9. Document Patterns Without Classroom Disruption
While you're strategically ignoring minor behaviors in the moment, maintain private documentation of patterns. Use a simple tally system or behavior tracking app to note frequency and context of disruptions.
This data serves multiple purposes: it helps you evaluate whether planned ignoring is working, provides evidence for conversations with students or parents, and supports IEP goal development when needed.
10. Provide Private Redirection Opportunities
If a behavior persists despite consistent planned ignoring, provide a quiet, private opportunity for the student to self-correct before implementing more formal consequences. This preserves dignity and often prevents escalation.
A quiet proximity pause near the student's desk or a gentle private word maintains the integrity of planned ignoring (you didn't respond publicly) while providing necessary boundary reinforcement.
11. Time Your Ignoring for Maximum Impact
The sooner planned ignoring begins after behavior onset, the more effective it becomes. According to behavior analysts, every second you delay in implementing your strategy reduces its effectiveness.

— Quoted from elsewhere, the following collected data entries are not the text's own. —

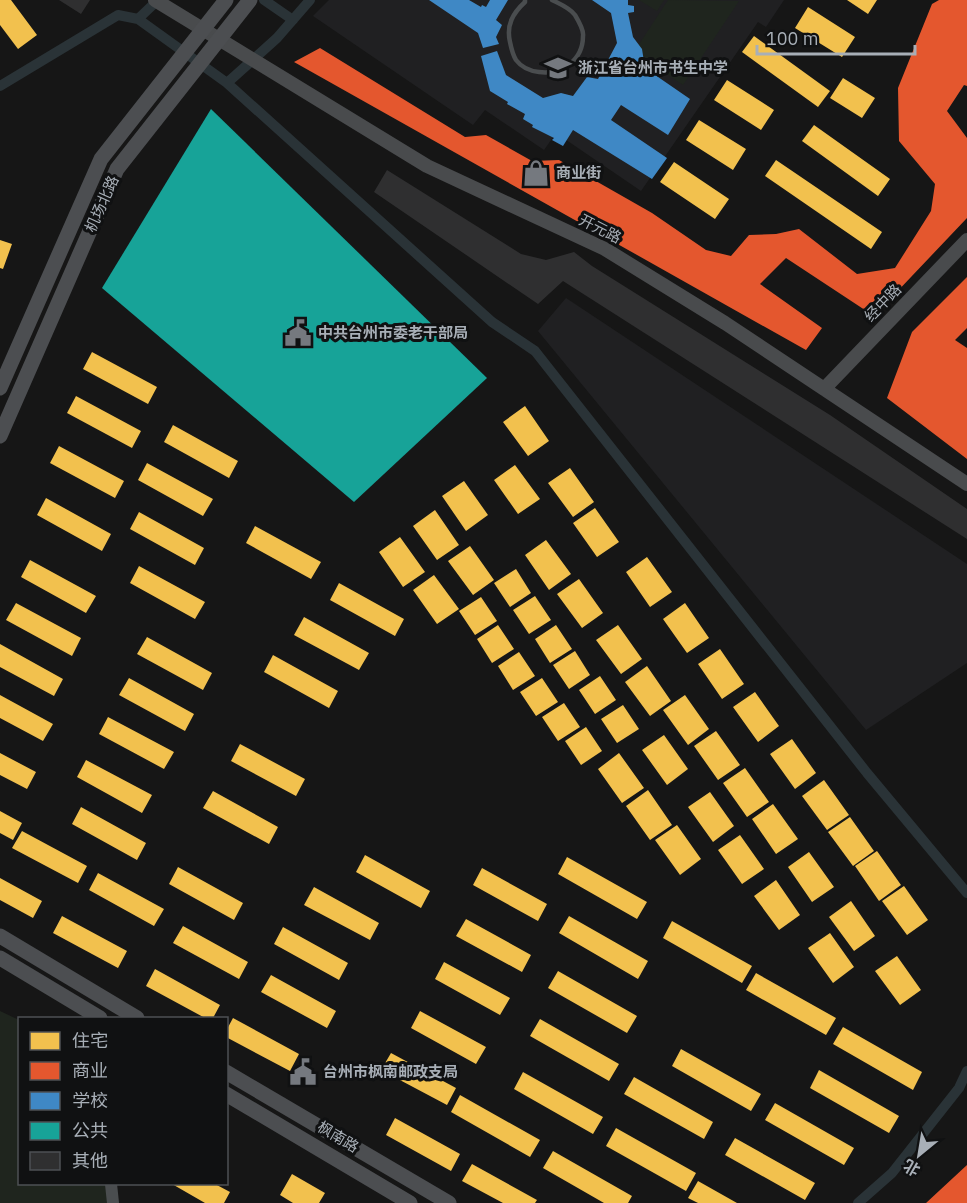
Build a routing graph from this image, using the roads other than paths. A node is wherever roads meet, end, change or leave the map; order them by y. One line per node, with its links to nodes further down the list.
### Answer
1 (155, 0): 6 (main road, 开元路)
2 (226, 0): 6 (main road, 机场北路)
3 (250, 0): 7 (main road, 机场北路)
4 (525, 0): 5 (lane)
5 (552, 0)
6 (202, 29): 7 (main road, 开元路); 9 (main road, 机场北路)
7 (219, 39): 10 (main road, 开元路); 11 (main road, 机场北路)
8 (967, 240): 10 (main road, 经中路)
9 (0, 388)
10 (824, 389): 12 (main road, 开元路)
11 (0, 436)
12 (967, 484)
13 (0, 936): 16 (main road)
14 (0, 958): 15 (main road)
15 (98, 1017)
16 (135, 1017)
17 (228, 1073): 22 (main road, 枫南路)
18 (228, 1095): 21 (main road, 枫南路)
19 (111, 1185): 20 (street)
20 (113, 1203)
21 (410, 1203)
22 (448, 1203)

Don't wait until you're frustrated to begin ignoring — start immediately when you first notice attention-seeking behavior, while you're still calm and capable of simultaneously reinforcing appropriate behavior nearby.
12. Reflect, Collect Data, and Adjust Systematically
Every classroom has a unique culture, and every student responds differently to behavioral interventions. Treat planned ignoring as an ongoing experiment: collect data on its effectiveness, reflect on patterns you notice, and adjust your approach based on evidence.

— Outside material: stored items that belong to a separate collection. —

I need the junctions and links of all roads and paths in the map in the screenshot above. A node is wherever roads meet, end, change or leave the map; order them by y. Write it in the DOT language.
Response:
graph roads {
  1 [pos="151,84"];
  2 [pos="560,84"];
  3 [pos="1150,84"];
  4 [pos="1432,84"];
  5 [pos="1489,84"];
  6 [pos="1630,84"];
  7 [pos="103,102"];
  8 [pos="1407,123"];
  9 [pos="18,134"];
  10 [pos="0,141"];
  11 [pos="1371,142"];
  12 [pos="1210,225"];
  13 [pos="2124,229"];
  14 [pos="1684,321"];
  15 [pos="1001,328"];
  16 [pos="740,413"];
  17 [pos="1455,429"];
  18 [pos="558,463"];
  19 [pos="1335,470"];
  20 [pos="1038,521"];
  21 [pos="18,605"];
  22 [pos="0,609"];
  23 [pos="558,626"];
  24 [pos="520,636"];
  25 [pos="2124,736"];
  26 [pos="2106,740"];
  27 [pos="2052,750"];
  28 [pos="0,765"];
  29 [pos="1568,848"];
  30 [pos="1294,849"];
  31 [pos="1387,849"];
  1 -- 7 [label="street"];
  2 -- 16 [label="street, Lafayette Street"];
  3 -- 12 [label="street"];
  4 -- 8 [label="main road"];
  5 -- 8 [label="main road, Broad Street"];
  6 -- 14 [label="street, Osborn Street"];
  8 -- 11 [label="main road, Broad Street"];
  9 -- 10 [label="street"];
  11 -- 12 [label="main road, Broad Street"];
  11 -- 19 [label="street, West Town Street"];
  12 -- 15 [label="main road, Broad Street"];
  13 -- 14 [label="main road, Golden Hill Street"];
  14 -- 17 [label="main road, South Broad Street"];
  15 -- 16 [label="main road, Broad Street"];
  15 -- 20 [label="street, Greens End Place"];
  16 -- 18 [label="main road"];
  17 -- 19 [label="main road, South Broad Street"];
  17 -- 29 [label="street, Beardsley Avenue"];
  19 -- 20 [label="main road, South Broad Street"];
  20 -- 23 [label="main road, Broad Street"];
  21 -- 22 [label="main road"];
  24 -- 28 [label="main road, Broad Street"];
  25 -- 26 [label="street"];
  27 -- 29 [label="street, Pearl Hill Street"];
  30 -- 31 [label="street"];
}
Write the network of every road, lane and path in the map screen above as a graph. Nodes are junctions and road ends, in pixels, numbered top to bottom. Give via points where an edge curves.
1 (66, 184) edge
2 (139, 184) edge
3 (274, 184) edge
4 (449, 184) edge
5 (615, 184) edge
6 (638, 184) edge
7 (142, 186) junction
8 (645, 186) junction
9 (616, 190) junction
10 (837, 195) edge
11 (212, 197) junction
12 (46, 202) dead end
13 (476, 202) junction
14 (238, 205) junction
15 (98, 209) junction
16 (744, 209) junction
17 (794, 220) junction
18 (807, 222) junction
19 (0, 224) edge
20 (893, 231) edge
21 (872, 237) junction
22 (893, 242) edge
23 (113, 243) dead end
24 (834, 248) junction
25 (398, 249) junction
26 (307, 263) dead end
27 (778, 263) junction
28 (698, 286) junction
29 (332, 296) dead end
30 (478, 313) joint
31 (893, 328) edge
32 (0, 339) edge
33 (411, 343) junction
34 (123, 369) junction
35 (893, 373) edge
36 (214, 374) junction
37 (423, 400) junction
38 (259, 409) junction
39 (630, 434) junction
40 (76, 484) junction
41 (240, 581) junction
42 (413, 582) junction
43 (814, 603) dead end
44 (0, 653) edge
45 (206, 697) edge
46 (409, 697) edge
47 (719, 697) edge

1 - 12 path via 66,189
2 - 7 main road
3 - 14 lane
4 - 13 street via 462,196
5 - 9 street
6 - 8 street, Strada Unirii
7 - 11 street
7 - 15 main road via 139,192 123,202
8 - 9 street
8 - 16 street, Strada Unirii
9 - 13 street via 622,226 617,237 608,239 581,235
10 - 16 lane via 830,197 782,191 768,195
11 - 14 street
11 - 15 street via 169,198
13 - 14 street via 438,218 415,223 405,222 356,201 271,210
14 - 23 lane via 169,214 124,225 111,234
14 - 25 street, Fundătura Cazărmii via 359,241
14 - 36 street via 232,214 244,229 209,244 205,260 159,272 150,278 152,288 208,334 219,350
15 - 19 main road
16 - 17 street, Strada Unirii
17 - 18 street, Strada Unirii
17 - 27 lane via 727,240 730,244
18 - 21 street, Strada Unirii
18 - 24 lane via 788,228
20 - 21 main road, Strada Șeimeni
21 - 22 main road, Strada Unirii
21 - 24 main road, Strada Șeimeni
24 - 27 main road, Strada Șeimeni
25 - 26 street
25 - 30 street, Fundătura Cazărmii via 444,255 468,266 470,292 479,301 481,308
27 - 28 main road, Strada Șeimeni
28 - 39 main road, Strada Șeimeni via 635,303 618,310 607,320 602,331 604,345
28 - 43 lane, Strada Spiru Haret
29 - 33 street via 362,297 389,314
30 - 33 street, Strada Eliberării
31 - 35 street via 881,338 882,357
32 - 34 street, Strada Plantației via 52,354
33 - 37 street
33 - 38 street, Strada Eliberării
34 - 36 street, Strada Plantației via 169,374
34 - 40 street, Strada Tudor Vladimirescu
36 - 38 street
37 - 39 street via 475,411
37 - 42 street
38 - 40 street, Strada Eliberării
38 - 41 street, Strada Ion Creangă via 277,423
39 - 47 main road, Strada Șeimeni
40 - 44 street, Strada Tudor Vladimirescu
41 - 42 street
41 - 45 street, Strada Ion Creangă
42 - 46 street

Consider keeping a simple reflection journal where you note which behaviors decreased, which persisted, and which students responded most positively to the strategy. This metacognitive practice, supported by research in Teacher Education and Practice, strengthens your overall classroom management skills.

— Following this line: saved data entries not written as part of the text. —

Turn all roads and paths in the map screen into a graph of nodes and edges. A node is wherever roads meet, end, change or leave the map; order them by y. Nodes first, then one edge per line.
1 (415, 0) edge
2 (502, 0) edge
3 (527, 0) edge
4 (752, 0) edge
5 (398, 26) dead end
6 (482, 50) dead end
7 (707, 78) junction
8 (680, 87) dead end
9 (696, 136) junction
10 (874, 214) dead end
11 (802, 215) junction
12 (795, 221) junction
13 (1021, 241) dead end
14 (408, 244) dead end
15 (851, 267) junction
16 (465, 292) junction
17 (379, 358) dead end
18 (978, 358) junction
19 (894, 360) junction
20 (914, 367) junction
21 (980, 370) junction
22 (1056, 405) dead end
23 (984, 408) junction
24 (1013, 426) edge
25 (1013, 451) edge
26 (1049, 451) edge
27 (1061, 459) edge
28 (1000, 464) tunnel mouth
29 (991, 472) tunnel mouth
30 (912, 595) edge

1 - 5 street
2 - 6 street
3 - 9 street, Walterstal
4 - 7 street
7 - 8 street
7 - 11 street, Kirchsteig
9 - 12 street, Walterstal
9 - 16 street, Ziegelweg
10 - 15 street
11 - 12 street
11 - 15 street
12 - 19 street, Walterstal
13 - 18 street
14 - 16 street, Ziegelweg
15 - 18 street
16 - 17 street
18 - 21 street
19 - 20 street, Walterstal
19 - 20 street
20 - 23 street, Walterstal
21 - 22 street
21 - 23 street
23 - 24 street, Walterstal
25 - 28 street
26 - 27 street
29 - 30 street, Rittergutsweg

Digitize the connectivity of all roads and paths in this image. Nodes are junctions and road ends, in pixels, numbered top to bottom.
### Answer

Planned ignoring isn't about what you ignore — it's about what you choose to notice instead.
Real-World Applications: Planned Ignoring in Action
Understanding the theory is one thing; applying it skillfully in real classroom moments is another. Here's how planned ignoring looks across different scenarios:
Scenario 1: The Chronic Call-Out
During whole-class discussion, a student repeatedly calls out answers without raising their hand, seeking recognition for knowledge.
Planned ignoring approach: Don't acknowledge the call-out verbally or non-verbally. Continue scanning the room, call on a student with a raised hand, and say, "Thank you, Amira, for raising your hand. Your answer is..." The student who called out learns that hand-raising, not calling out, earns recognition.
After several exchanges, when the calling-out student finally raises their hand, immediately acknowledge: "I see Jordan's hand up — thank you for waiting to be called on."
Scenario 2: Attention-Seeking Sounds
During independent work time, a student begins making rhythmic pencil tapping sounds, periodically glancing up to see if you notice.
Planned ignoring approach: Continue circulating the room, but deliberately pause near students who are working quietly. "I really appreciate the focused work environment right now — you can really hear people thinking." Then specifically acknowledge a student near the tapper: "Devon, your concentration is excellent."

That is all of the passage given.